None of the securities referred to in this Current Report have been approved or disapproved by the SEC, any state securities commission in the United States or any other U.S. regulatory authority, nor have such authorities passed upon or determined the adequacy or accuracy of the information contained in this Current Report. Any representation to the contrary is a criminal offence in the United States.
Nothing in this Current Report shall be deemed an acknowledgement that any SEC filing is required or that an offer requiring registration under the Securities Act may ever occur in connection with the Acquisition.

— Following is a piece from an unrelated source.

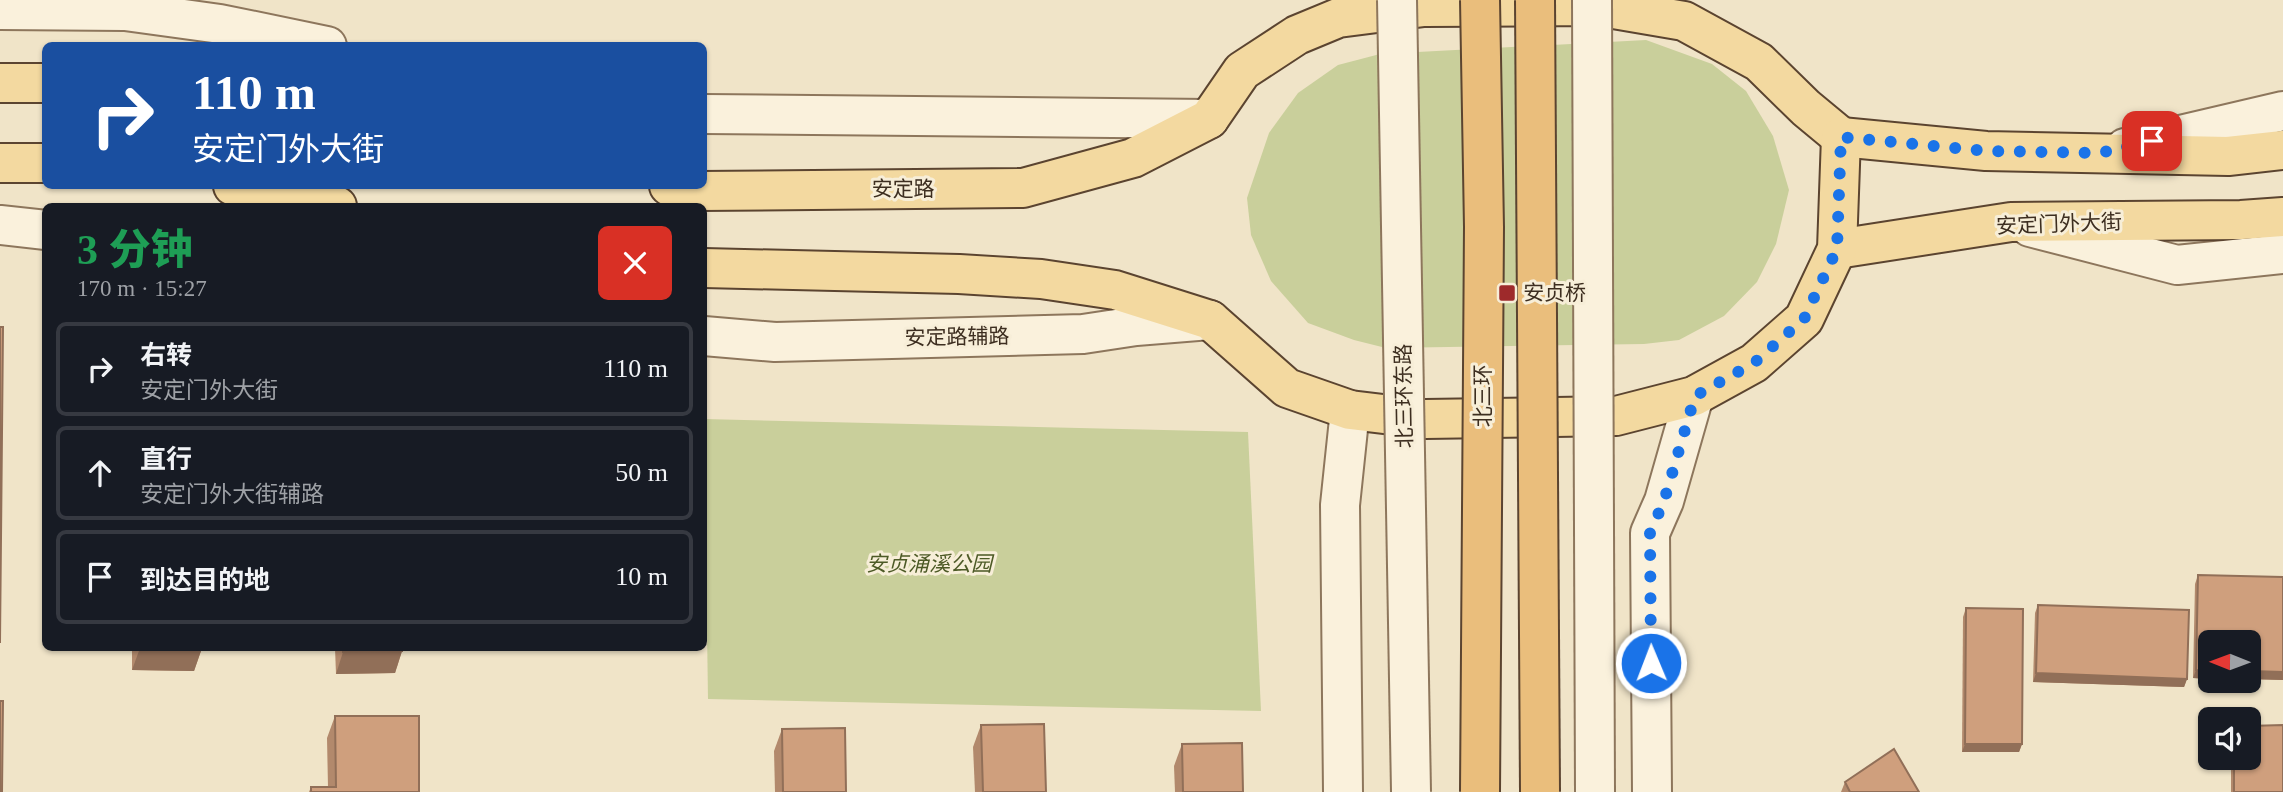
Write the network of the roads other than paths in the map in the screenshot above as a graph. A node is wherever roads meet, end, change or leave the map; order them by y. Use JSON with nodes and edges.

Forward-Looking Information
This Current Report contains certain forward-looking statements with respect to the financial condition, results of operations and businesses of the Alent group and the Platform group and certain plans and objectives of the Offeror and Platform with respect to the combined business. These forward-looking statements can be identified by the fact that they do not relate only to historical or current facts. Forward-looking statements often use words such as “anticipate”, “believe”, “expect”, “estimate”, “intend”, “plan”, “goal”, “hope”, “aims”, “continue”, “will”, “may”, “should”, “would”, “could” or other words of
similar meaning. These statements are based on assumptions and assessments made by Platform and/or the Offeror and/or Alent in light of their experience and their perception of historical trends, current conditions, future developments and other factors they believe appropriate. By their nature, forward-looking statements involve risk and uncertainty, because they relate to events and depend on circumstances that will occur in the future and the factors described in the context of such forward-looking statements in this Current Report could cause actual results and developments to differ materially from those expressed in or implied by such forward-looking statements. Although it is believed that the expectations reflected in such forward-looking statements are reasonable, no assurance can be given that such expectations will prove to have been correct and you are therefore cautioned not to place undue reliance on these forward-looking statements, which speak only as at the date of this Current Report. None of Platform, the Offeror or Alent assume any obligation to update or correct the information contained in this Current Report (whether as a result of new information, future events or otherwise), except as required by applicable law.
Pursuant to the requirements of the Securities Exchange Act of 1934, the registrant has duly caused this report to be signed on its behalf by the undersigned hereunto duly authorized.